Segment Open

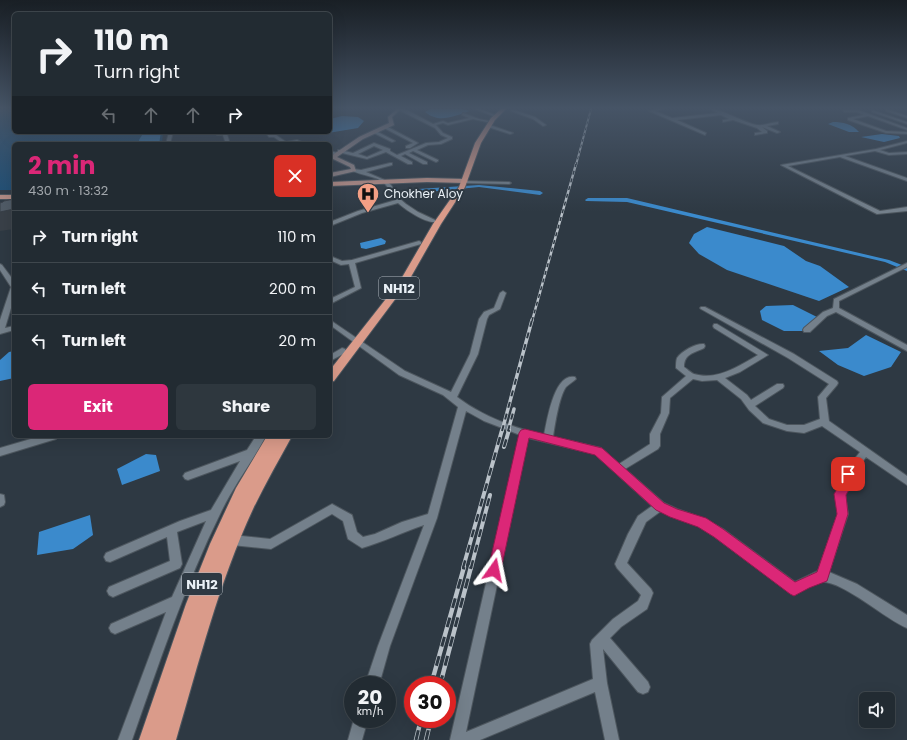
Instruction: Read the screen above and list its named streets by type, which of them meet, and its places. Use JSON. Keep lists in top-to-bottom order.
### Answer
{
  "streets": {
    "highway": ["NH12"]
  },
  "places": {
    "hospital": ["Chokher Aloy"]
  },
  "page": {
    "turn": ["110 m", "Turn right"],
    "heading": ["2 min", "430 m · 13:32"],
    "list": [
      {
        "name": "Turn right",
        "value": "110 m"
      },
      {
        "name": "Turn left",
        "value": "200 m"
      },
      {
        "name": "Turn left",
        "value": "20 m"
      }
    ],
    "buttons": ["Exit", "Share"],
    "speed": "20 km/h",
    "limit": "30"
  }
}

Segment Closed
Segment Open

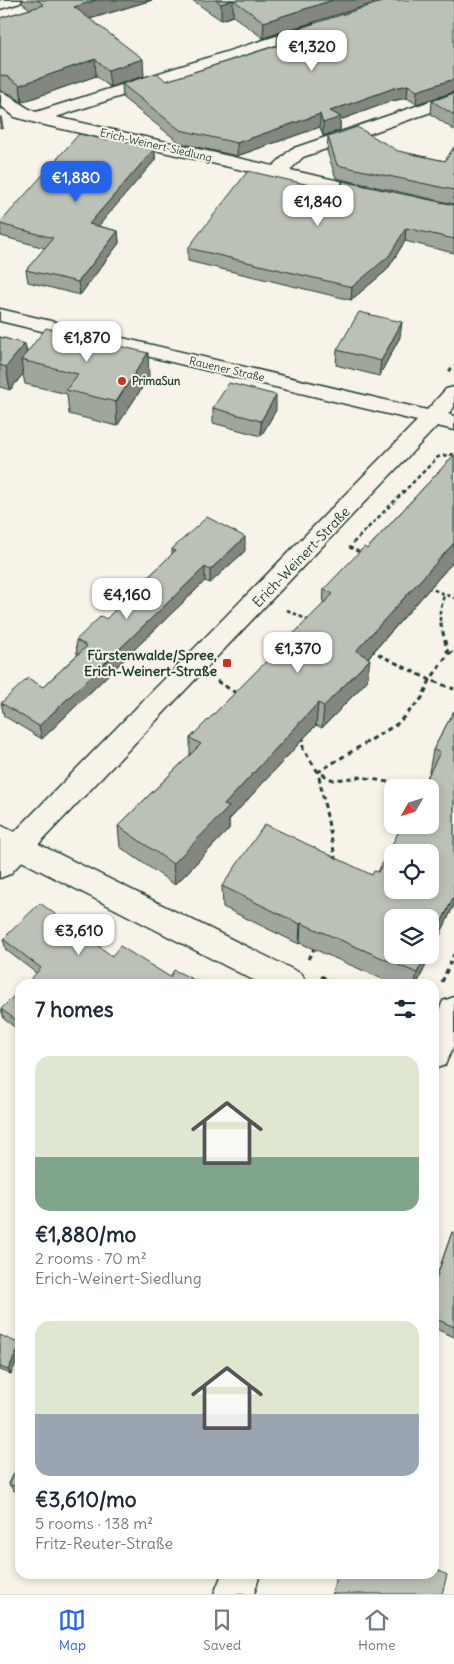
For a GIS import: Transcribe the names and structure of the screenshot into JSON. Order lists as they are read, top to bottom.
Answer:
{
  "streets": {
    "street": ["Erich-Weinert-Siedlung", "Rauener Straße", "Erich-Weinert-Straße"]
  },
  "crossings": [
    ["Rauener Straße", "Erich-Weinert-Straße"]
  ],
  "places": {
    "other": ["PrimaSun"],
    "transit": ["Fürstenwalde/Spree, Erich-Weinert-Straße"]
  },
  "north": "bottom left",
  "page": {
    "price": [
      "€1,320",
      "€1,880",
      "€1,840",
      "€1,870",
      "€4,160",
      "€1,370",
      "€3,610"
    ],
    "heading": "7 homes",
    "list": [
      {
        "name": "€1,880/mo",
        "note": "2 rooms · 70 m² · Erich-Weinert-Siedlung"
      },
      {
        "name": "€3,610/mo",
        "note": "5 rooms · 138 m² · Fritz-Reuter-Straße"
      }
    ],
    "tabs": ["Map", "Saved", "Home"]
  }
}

Segment Closed

** YOUR ASSIGNMENT **
Scan the entries above and report the number of lines that contain the word "JSON", with no added text.

** THE ANSWER **
2